PROBLEM DESCRIPTION
For the entries below, count the lines containing "every" and give only that number.
◆ ◆ ◆ ◆ ◆ ◆ ◆
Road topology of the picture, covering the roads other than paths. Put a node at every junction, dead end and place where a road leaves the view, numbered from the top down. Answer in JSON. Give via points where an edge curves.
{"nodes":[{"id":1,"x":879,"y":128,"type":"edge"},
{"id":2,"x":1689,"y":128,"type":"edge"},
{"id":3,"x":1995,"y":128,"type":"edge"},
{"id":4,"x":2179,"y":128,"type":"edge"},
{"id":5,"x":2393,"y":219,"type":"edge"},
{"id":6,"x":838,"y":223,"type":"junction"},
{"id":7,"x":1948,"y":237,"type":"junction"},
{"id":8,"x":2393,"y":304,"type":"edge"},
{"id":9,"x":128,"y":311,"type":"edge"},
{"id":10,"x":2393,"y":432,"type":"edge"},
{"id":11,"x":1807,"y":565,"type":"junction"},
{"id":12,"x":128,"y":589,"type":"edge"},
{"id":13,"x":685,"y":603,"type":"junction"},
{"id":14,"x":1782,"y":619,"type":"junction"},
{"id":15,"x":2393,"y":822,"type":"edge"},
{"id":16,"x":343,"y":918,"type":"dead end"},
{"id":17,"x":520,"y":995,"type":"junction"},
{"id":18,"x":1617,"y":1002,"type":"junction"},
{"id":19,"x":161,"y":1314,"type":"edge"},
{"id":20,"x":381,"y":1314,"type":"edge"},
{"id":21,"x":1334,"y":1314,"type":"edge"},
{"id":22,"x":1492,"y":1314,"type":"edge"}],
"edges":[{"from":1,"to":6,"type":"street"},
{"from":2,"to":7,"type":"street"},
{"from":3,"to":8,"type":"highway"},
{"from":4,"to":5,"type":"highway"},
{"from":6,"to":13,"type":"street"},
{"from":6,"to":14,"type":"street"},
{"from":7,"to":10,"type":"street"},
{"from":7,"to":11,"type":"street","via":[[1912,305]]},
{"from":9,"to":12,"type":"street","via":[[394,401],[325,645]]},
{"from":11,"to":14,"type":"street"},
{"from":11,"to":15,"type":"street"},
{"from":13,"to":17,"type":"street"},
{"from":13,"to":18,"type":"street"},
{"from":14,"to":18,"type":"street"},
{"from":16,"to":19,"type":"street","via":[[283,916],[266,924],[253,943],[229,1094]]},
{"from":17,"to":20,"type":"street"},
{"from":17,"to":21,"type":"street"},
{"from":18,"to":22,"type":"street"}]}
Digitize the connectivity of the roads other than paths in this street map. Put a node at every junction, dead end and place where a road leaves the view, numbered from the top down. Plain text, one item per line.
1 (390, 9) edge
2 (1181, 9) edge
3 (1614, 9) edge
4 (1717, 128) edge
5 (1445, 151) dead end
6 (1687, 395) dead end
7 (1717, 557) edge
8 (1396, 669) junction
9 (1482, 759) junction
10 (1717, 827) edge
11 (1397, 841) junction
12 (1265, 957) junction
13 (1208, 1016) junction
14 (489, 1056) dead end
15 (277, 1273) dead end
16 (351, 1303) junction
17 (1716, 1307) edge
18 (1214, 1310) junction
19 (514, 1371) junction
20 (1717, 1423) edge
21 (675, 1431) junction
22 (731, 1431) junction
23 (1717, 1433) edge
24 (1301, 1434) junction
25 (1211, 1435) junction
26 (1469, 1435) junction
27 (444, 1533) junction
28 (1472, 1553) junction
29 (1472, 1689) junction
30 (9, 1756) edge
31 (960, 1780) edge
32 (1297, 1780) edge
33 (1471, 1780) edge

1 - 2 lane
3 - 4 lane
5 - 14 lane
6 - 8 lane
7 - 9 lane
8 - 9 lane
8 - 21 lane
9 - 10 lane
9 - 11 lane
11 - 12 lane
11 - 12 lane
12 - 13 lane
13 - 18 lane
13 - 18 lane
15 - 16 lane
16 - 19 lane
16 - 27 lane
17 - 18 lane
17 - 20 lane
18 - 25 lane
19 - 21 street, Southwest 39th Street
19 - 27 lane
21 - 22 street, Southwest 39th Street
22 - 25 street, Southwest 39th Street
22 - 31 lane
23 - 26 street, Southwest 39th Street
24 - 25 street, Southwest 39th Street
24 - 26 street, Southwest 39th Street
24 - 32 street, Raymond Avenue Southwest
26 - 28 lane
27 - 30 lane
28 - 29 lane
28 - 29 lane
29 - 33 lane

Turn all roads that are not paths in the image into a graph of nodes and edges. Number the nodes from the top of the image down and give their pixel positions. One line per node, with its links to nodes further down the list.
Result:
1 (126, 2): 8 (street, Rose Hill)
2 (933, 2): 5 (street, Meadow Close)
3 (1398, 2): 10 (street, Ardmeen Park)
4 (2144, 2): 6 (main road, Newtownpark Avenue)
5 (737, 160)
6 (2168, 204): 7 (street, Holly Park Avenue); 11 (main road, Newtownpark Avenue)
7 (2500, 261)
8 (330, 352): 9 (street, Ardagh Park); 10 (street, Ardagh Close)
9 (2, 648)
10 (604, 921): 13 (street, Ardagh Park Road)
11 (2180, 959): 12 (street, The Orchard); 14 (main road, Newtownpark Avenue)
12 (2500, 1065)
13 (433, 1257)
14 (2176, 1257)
◆ ◆ ◆ ◆ ◆ ◆ ◆
RESPONSE BELOW
2